How many projects do you receive each year? Where from? How do you select them? What are your major results so far?
Already for our first co-production meeting in 2005, we received an astonishing number of interesting and appealing projects. This result encouraged us in our belief that the co-production market is much needed in this region.
All submitted projects had to pass a pre-selection test, set by international experts. So, 12 selected projects were given the opportunity to be presented at one-to-one meetings during the two days in Tallinn.
Now BE management is also keen on European networking with other events to exchange projects, and know-how! We had several meetings with the organisers of the Berlin co-production market and a good partnership was established for further co-operation.
In 2005 we also visited Cinelink, the Sarajevo Film festival co-production market where the agreement was made whereby we invite one of their participants to present their projects at the BE market.
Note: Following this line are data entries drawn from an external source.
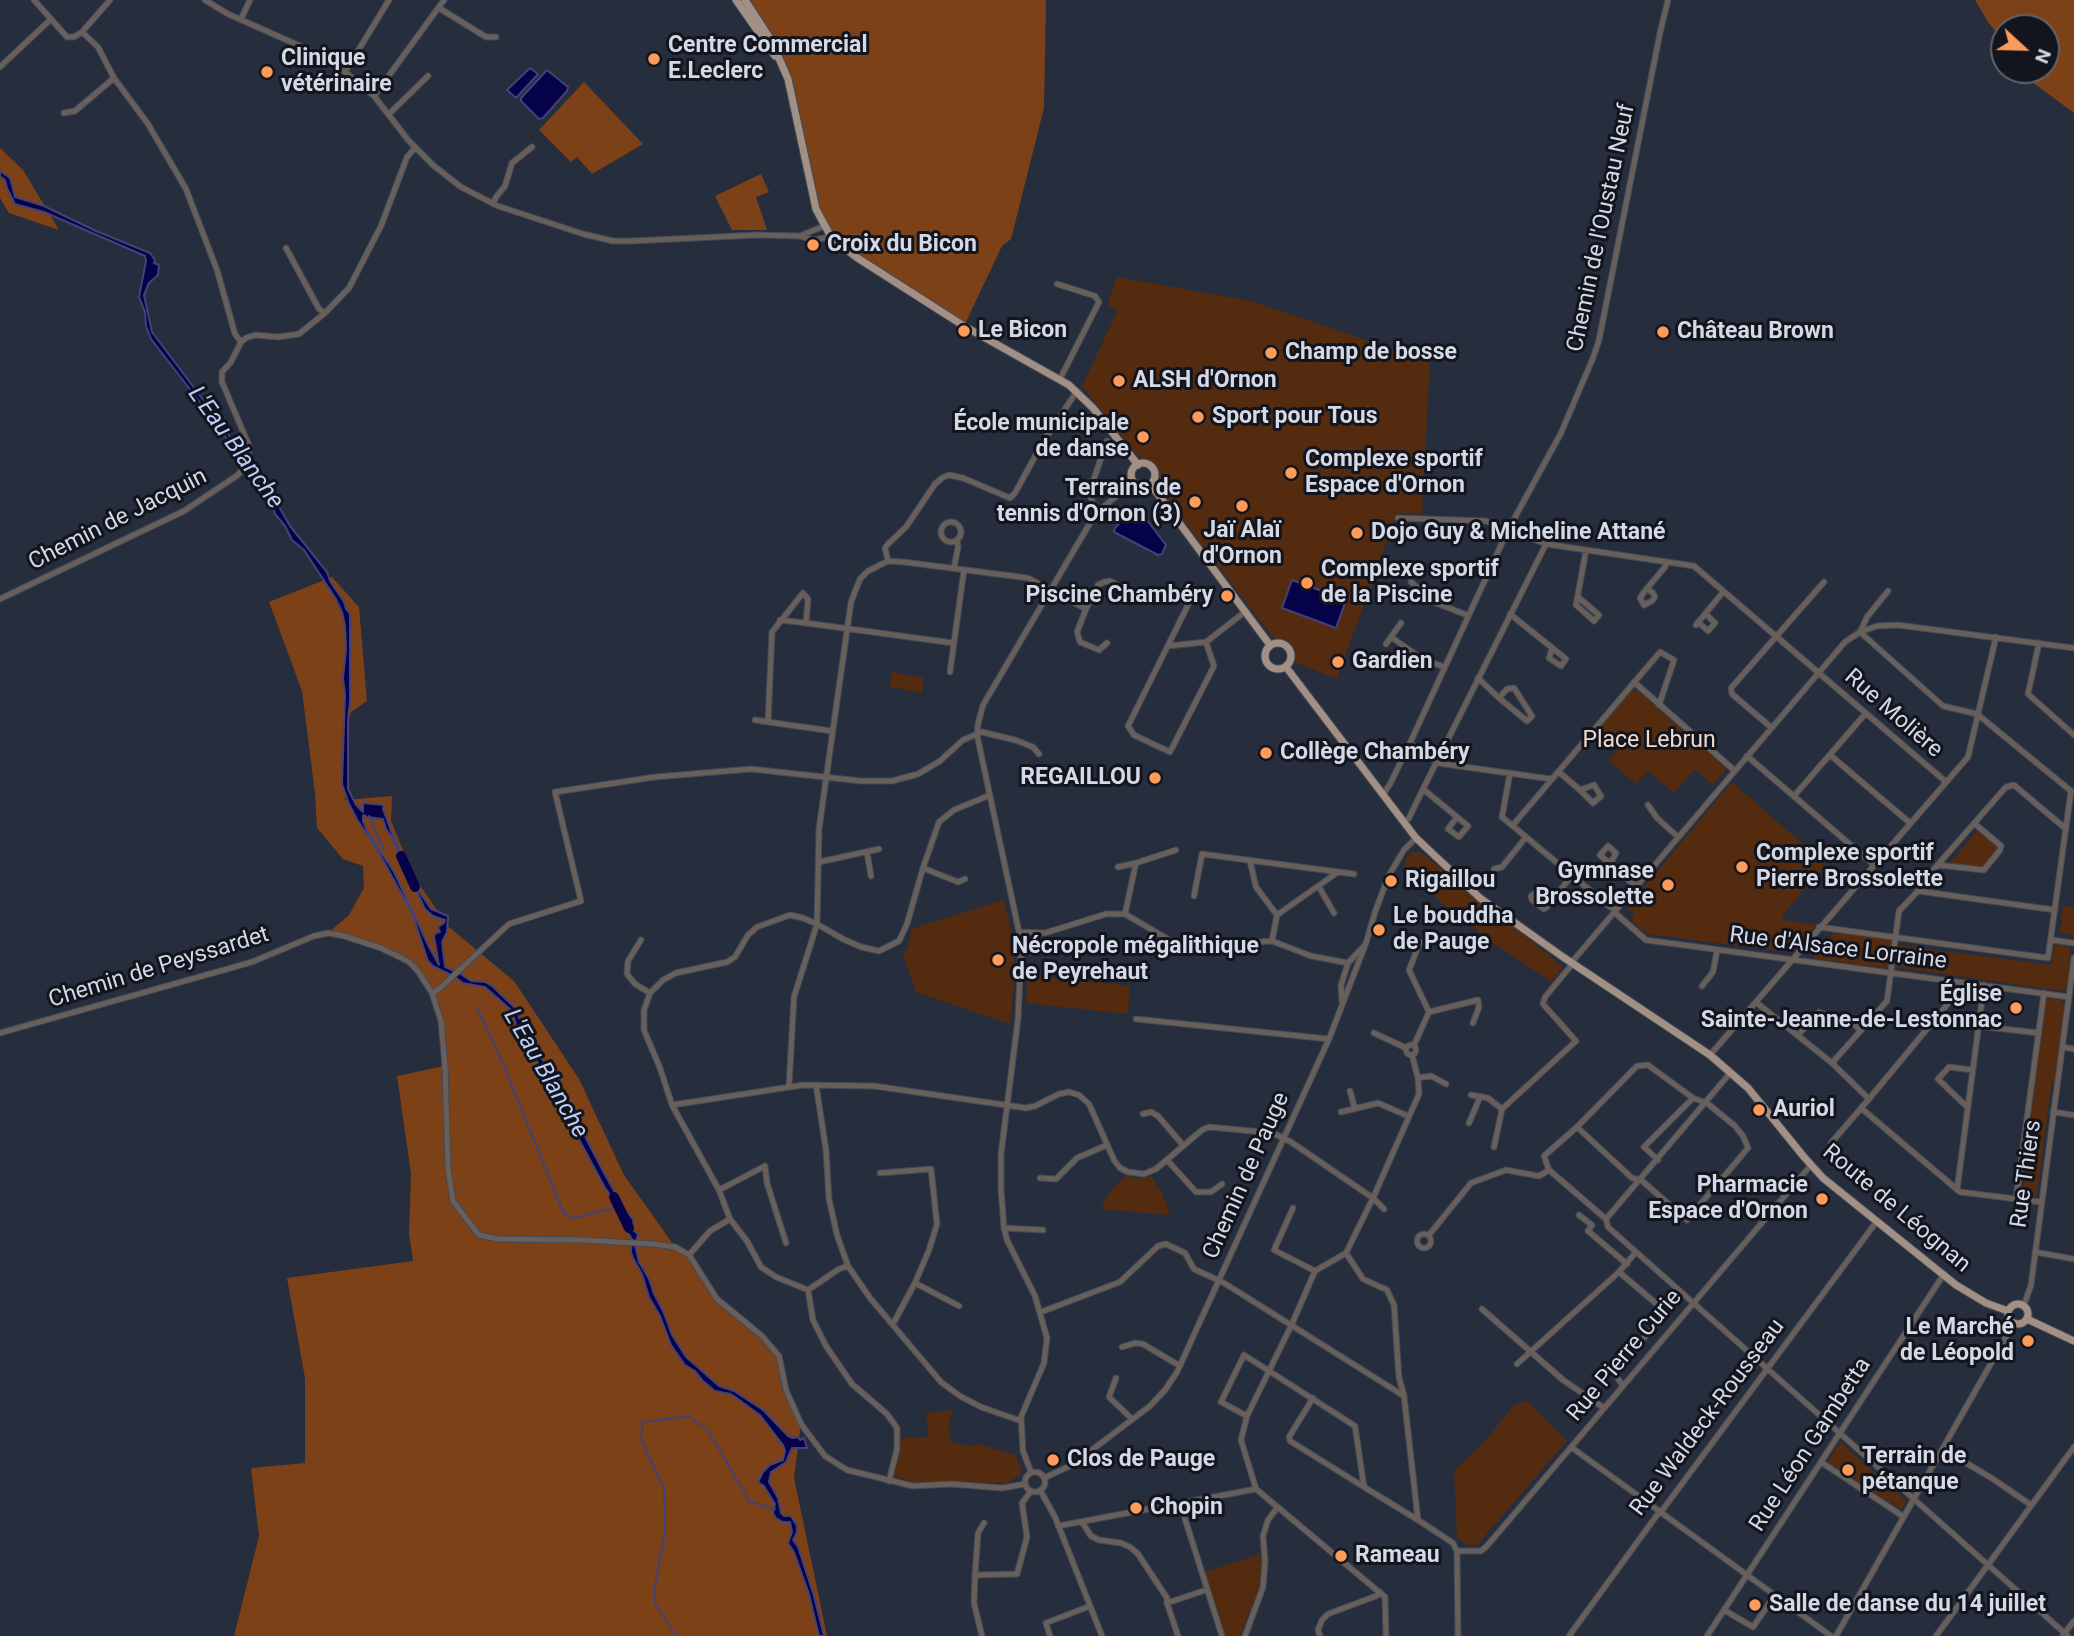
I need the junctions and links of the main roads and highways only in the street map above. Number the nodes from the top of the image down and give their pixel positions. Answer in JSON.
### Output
{"nodes":[{"id":1,"x":736,"y":0,"type":"edge"},
{"id":2,"x":745,"y":0,"type":"edge"},
{"id":3,"x":793,"y":99,"type":"junction"},
{"id":4,"x":1138,"y":465,"type":"junction"},
{"id":5,"x":1151,"y":485,"type":"junction"},
{"id":6,"x":1270,"y":645,"type":"junction"},
{"id":7,"x":1286,"y":667,"type":"junction"},
{"id":8,"x":2008,"y":1311,"type":"junction"},
{"id":9,"x":2027,"y":1319,"type":"junction"},
{"id":10,"x":2074,"y":1341,"type":"edge"}],
"edges":[{"from":1,"to":3,"type":"main road"},
{"from":2,"to":3,"type":"main road"},
{"from":3,"to":4,"type":"main road"},
{"from":4,"to":5,"type":"main road"},
{"from":4,"to":5,"type":"main road"},
{"from":5,"to":6,"type":"main road"},
{"from":6,"to":7,"type":"main road"},
{"from":6,"to":7,"type":"main road"},
{"from":7,"to":8,"type":"main road","name":"Route de Léognan"},
{"from":8,"to":9,"type":"main road"},
{"from":8,"to":9,"type":"main road"},
{"from":9,"to":10,"type":"main road"}]}
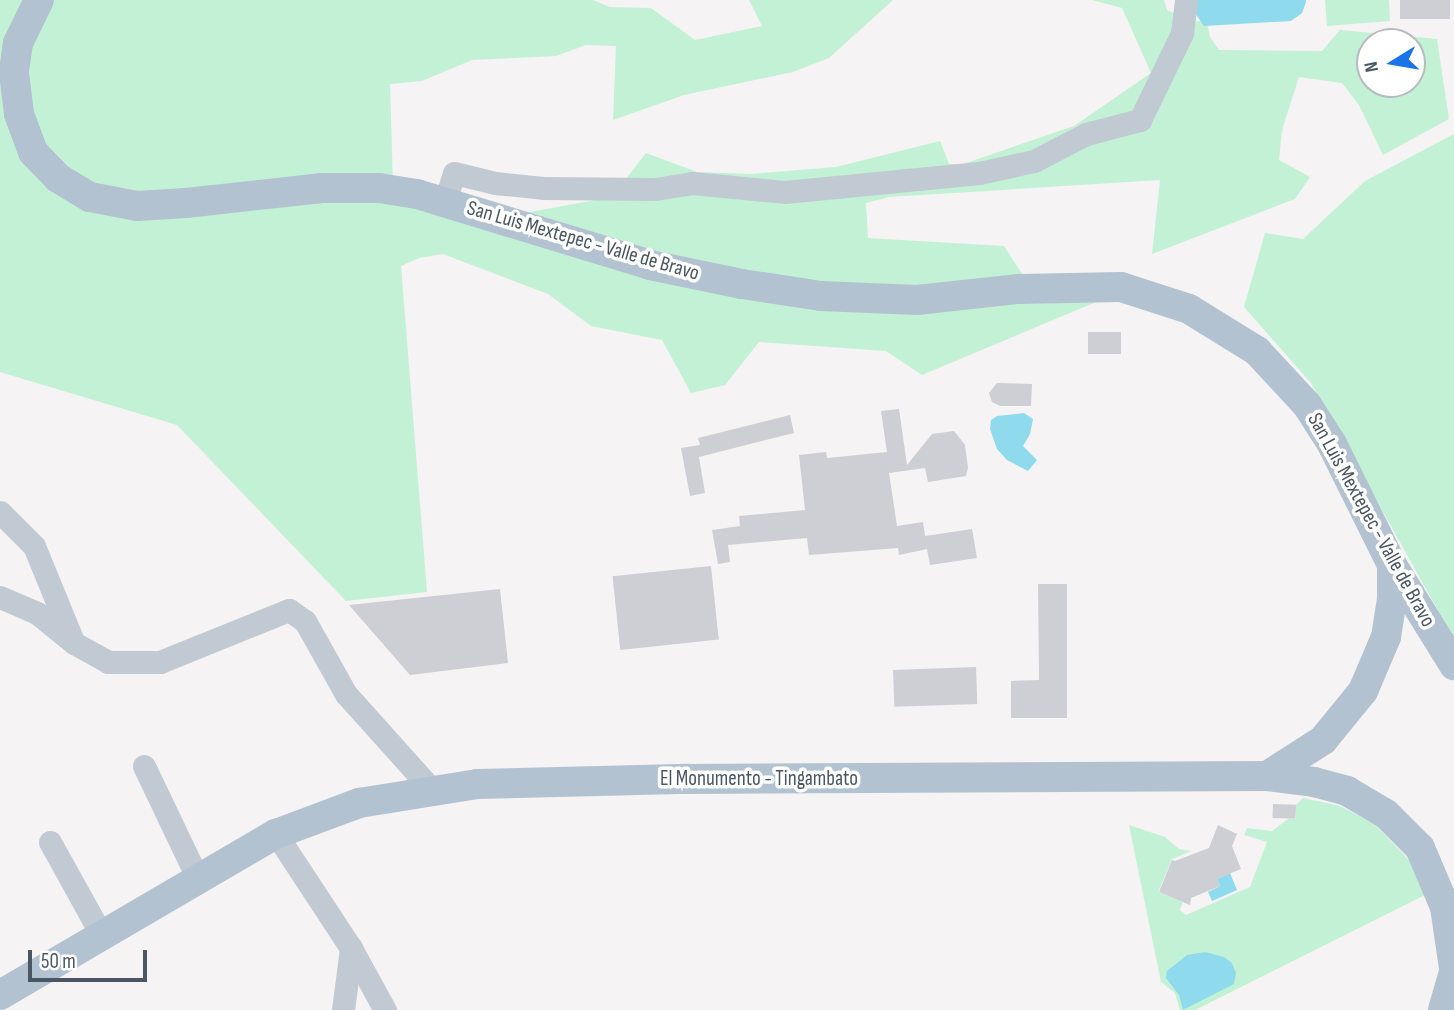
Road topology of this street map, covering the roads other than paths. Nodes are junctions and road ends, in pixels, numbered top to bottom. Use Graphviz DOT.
graph roads {
  1 [pos="39,0"];
  2 [pos="1186,0"];
  3 [pos="445,201"];
  4 [pos="0,512"];
  5 [pos="1392,565"];
  6 [pos="0,597"];
  7 [pos="74,643"];
  8 [pos="1454,666"];
  9 [pos="144,766"];
  10 [pos="1267,776"];
  11 [pos="433,791"];
  12 [pos="276,834"];
  13 [pos="50,842"];
  14 [pos="198,879"];
  15 [pos="102,936"];
  16 [pos="351,948"];
  17 [pos="1454,970"];
  18 [pos="1454,992"];
  19 [pos="0,995"];
  20 [pos="343,1010"];
  21 [pos="385,1010"];
  22 [pos="1443,1010"];
  1 -- 3 [label="main road, San Luis Mextepec - Valle de Bravo"];
  2 -- 3 [label="street"];
  3 -- 5 [label="main road, San Luis Mextepec - Valle de Bravo"];
  4 -- 7 [label="street"];
  5 -- 8 [label="main road, San Luis Mextepec - Valle de Bravo"];
  5 -- 10 [label="main road"];
  6 -- 7 [label="street"];
  7 -- 11 [label="street"];
  9 -- 14 [label="street"];
  10 -- 11 [label="main road, El Monumento - Tingambato"];
  10 -- 17 [label="main road, El Monumento - Tingambato"];
  11 -- 12 [label="main road, El Monumento - Tingambato"];
  12 -- 14 [label="main road, El Monumento - Tingambato"];
  12 -- 16 [label="street"];
  13 -- 15 [label="street"];
  14 -- 15 [label="main road, El Monumento - Tingambato"];
  15 -- 19 [label="main road, El Monumento - Tingambato"];
  16 -- 20 [label="street"];
  16 -- 21 [label="street"];
  17 -- 22 [label="main road, El Monumento - Tingambato"];
  18 -- 22 [label="main road"];
}
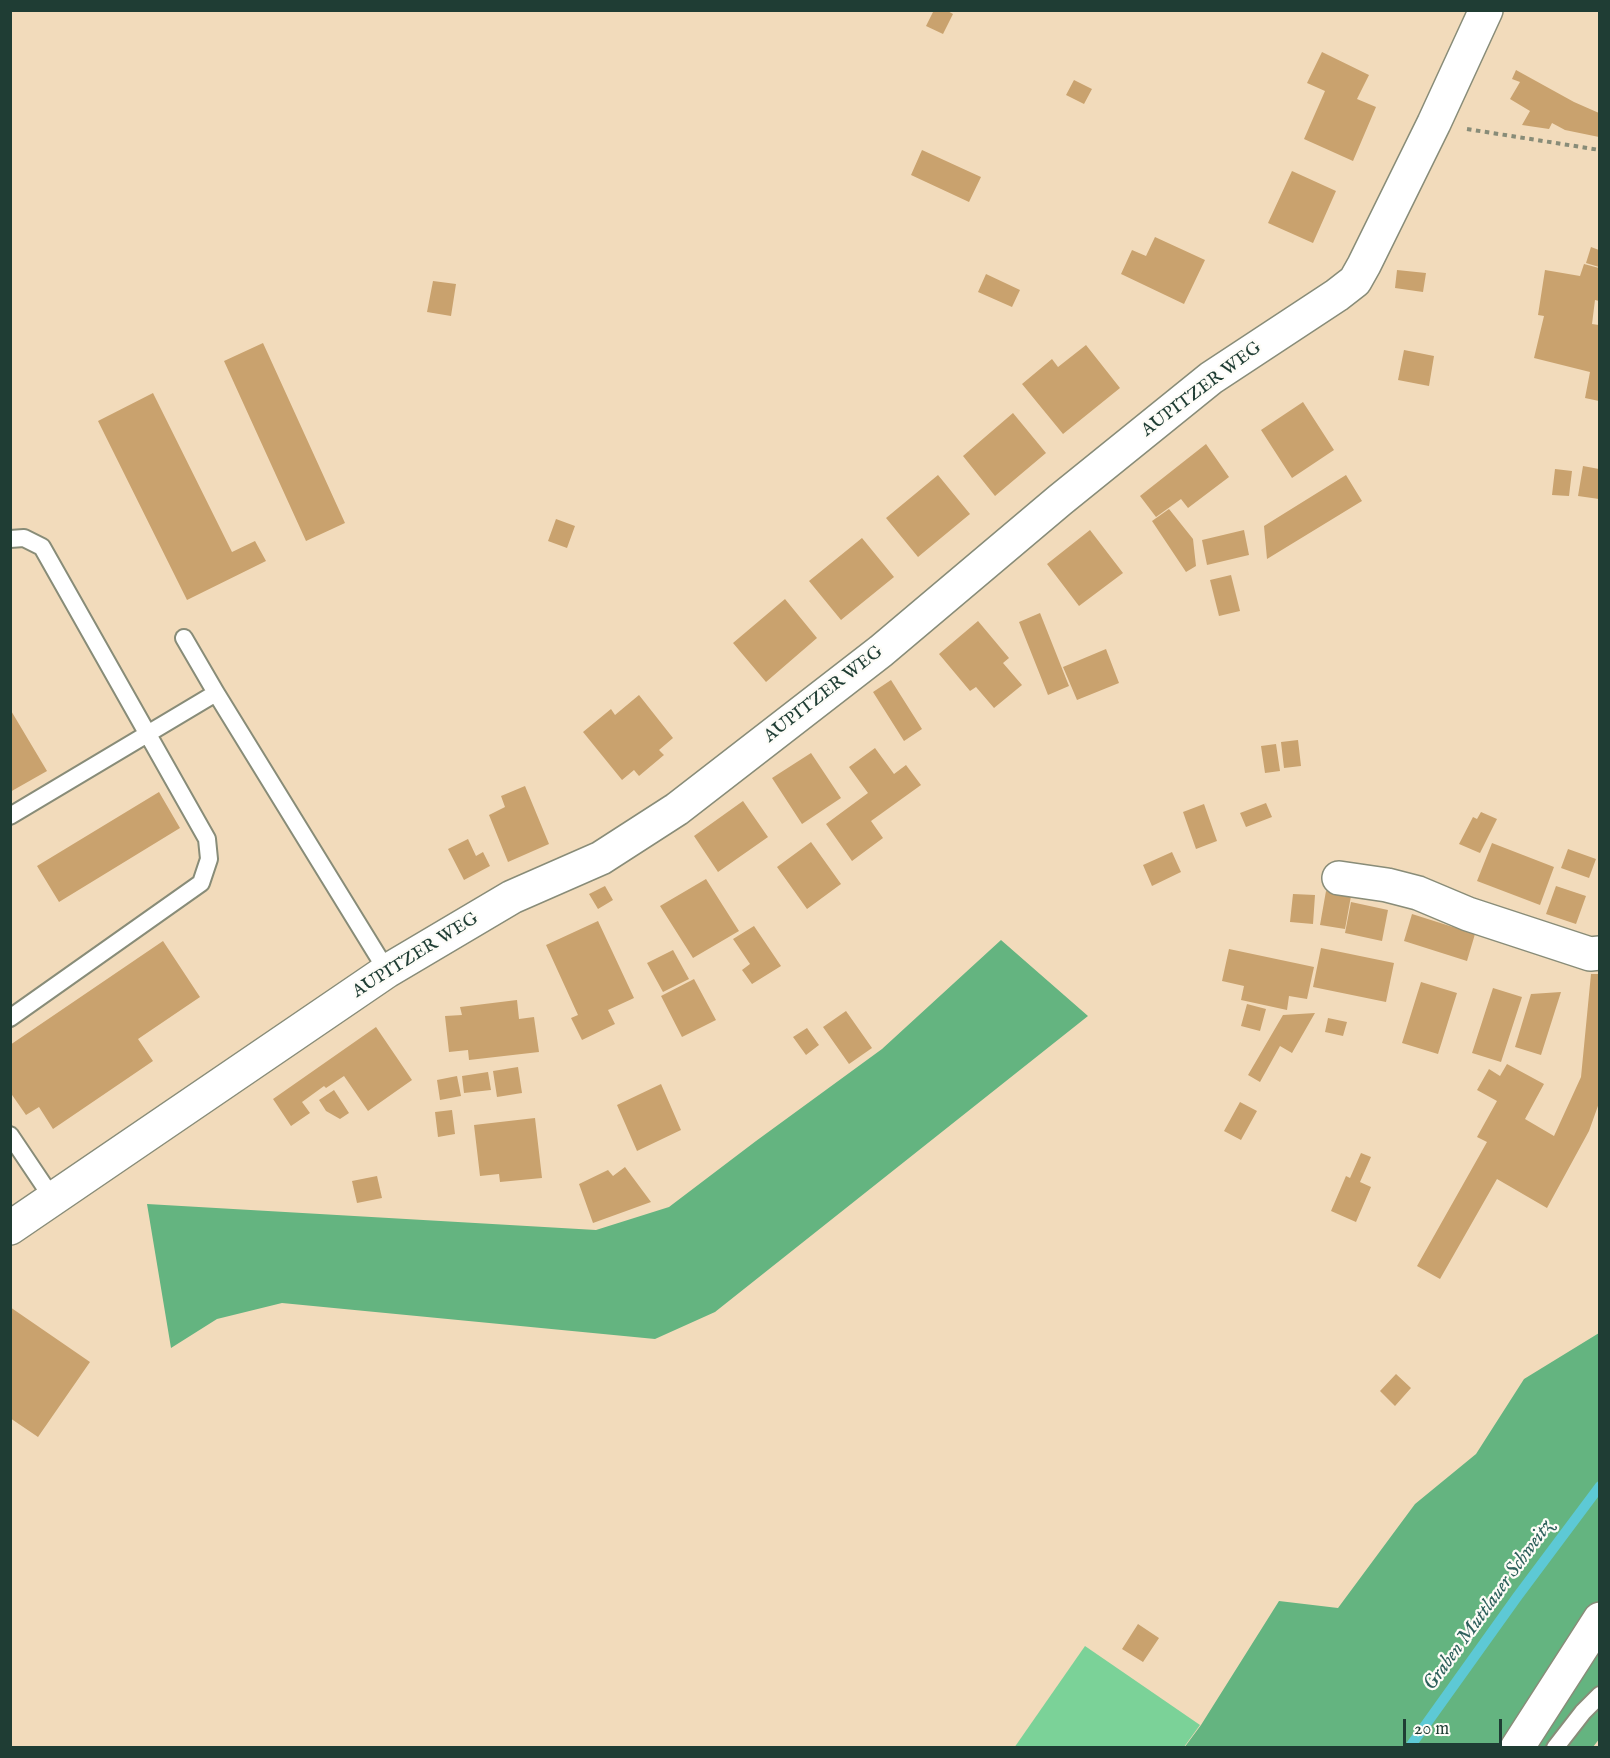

This year the Romanian production company Mobra Films was presented at BE by the producer Cristian Mingiu and the feature film project Tales from Golden Age.

What was the significance of the Baltic countries' entry in the EU? What has it changed for you producer and a BE organiser?
There are two main concerns in the new EU member states: distribution and finding co-production partners with similar production capacity in order to access new markets. Unfortunately, there are not enough sales agents in the region or even none – as in the Baltic countries. At the present moment, the promotion of projects is rather chaotic – extensive festival markets are too busy to pay attention to the Baltic countries and other new member states. Some links have been established with German producers, but there is a lack of connections with other countries for instance with France, Italy, Spain, UK, Denmark, Belgium, Austria, etc.
Another interesting point concerns Central European production countries. Different co-production markets introduce projects from Hungary, Poland, Czech Republic, Romania and Bulgaria. However, Baltic States – and Russia – are not included.
The last point is that there is not enough information in international trade press, often caused by the lack of advertising budgets as the national foundations have limited budgets for promotional activities. Publishing a special edition on the Eastern-European film industry and creating a database like Filmkontakt Nord would be only one of several ideas on how to provide information on our film industry – another new aspect in which BE wants to be involved.